I used to think that if I didn’t get pregnant young (as in my early to mid-twenties), it would mean I was behind the power curve in some way. A lot of my choices were made based on that proverbial clock, and some of them weren’t good ones. I dated and gave periods of my life to men who didn’t deserve it, all because I felt like my window to become a mom was an ever-shrinking one. 

What I didn’t know then – and wish I had is that while there are benefits to having your children younger, there are also some fantastic benefits to being an “older” mom. By having to wait for motherhood, I had time to learn who I was and, maybe more importantly, who I wasn’t. I was able to travel some and pursue interests I wouldn’t have with young children at home. It also gave me time to both find a career I liked and get somewhat established. 

The one thing I do admittedly worry about as a 40-year-old mom with very young children, is not being around for my daughters when they are going through their hardest years of motherhood. I’ll be 80 when my youngest daughter is my current age. Although I find comfort in knowing they will have each other after I’m gone, there’s a certain sadness in the thought of not being around for them in the way my parents (who had children young) have been around for me. 

The Days are Long, but the Years are Short

“The days are long, but the years are short,” people often say. We’ve all heard it.

That sentiment is supremely not helpful in those moments when you’re trying to order dinner with one baby on your hip, another one crying and pulling on your leg, and your oldest child is way over at the Newk’s self-serve table filling up 42 small containers with pickles and parmesan. Yet I know the truth of it. My oldest daughter is seven, and in my mind, she should still be wobbling on all fours, learning to crawl. It sounds cliché to say it, but life does happen in a blink. 

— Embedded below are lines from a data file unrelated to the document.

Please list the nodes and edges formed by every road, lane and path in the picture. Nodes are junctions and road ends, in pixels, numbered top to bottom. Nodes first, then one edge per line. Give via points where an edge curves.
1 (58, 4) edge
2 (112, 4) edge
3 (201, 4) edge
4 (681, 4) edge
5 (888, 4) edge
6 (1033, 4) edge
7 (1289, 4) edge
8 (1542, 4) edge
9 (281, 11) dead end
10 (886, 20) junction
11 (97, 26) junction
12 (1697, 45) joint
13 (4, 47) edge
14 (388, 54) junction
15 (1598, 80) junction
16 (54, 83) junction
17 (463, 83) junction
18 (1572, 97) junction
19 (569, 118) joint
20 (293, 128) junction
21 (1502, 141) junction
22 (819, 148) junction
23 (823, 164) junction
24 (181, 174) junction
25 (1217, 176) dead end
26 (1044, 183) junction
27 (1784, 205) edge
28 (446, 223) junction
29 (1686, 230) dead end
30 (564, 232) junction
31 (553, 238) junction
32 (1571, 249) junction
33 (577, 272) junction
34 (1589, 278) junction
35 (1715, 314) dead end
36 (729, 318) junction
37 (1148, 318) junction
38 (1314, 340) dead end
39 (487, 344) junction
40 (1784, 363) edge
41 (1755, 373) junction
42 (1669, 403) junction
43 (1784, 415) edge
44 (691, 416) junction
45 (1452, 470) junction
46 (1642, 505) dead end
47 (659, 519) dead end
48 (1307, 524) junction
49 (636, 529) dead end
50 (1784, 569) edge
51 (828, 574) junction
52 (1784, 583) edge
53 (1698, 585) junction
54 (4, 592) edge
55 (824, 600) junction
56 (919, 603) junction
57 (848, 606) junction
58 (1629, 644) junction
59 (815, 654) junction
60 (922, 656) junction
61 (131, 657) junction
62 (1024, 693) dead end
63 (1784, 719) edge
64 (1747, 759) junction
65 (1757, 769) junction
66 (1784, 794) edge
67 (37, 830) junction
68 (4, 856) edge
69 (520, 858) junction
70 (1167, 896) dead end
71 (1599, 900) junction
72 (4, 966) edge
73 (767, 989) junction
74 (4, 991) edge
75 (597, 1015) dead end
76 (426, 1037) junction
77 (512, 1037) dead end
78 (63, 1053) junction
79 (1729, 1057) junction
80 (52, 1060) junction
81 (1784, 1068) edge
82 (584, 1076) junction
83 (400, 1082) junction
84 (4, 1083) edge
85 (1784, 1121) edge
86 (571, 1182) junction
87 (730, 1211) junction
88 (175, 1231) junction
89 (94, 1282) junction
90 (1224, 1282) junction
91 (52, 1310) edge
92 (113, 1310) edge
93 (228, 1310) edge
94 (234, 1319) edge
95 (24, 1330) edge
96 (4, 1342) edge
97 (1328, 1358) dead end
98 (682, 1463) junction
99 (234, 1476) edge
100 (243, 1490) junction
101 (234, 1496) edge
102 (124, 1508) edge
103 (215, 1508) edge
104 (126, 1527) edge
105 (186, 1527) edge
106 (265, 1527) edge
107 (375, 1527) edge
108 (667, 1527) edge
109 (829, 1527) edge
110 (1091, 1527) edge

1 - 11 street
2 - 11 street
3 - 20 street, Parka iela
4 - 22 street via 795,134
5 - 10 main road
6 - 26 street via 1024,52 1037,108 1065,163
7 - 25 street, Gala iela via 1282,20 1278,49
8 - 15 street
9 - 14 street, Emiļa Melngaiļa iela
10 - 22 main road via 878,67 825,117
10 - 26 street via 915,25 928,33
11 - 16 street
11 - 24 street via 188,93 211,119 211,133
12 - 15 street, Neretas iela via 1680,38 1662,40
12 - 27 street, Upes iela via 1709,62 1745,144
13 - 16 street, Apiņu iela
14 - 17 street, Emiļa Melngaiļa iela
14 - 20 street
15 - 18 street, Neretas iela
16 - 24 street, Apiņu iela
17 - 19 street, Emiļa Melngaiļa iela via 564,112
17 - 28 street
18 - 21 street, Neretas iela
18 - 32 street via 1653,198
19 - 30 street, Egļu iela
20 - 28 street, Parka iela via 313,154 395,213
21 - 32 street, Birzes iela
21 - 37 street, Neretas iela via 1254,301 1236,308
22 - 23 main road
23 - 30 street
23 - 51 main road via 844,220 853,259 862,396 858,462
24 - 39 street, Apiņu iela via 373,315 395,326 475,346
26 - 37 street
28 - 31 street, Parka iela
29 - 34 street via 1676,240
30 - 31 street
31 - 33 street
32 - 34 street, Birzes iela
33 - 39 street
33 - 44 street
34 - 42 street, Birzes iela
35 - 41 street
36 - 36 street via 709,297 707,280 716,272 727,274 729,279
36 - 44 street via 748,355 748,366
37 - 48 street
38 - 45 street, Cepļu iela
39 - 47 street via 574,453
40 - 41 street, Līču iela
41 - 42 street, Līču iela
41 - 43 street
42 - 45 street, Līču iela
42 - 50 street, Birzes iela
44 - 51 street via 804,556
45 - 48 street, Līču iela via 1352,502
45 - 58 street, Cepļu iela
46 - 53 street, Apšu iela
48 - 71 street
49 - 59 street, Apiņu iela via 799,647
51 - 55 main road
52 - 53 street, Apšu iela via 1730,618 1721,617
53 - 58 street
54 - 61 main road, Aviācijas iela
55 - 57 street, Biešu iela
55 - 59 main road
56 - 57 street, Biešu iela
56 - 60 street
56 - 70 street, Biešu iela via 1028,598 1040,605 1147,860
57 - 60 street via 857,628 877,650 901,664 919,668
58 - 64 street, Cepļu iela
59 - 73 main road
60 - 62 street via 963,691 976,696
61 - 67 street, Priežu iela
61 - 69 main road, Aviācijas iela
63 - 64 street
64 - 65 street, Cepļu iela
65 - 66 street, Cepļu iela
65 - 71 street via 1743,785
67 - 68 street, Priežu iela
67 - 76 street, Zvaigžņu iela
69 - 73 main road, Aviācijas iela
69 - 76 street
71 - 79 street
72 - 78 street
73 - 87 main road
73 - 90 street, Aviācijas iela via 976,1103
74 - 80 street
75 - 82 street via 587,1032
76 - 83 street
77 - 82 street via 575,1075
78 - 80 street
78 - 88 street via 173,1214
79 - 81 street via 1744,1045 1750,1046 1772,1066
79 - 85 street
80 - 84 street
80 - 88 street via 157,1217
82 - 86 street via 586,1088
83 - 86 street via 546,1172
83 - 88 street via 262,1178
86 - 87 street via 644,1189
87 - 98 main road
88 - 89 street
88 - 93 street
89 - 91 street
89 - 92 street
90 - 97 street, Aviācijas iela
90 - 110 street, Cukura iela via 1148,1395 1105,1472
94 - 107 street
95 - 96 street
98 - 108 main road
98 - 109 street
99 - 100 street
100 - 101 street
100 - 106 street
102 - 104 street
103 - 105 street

Motherhood advice to share with daughters later in life

The Balancing Act of Motherhood

It took growing up and becoming a mom to give me a deep appreciation for the balancing act of motherhood. If you’re a stay-at-home mom, the endless demands of little people and various schedules can be difficult to navigate. If you’re a working mom, finding a work/life balance can feel nearly impossible. I find that motherhood feels like one of those street corner acts where someone is spinning plates on sticks. Spinning plates takes a lot of practice and discipline: it’s an immense amount of pressure if you think about it. One wrong move, and it all falls apart.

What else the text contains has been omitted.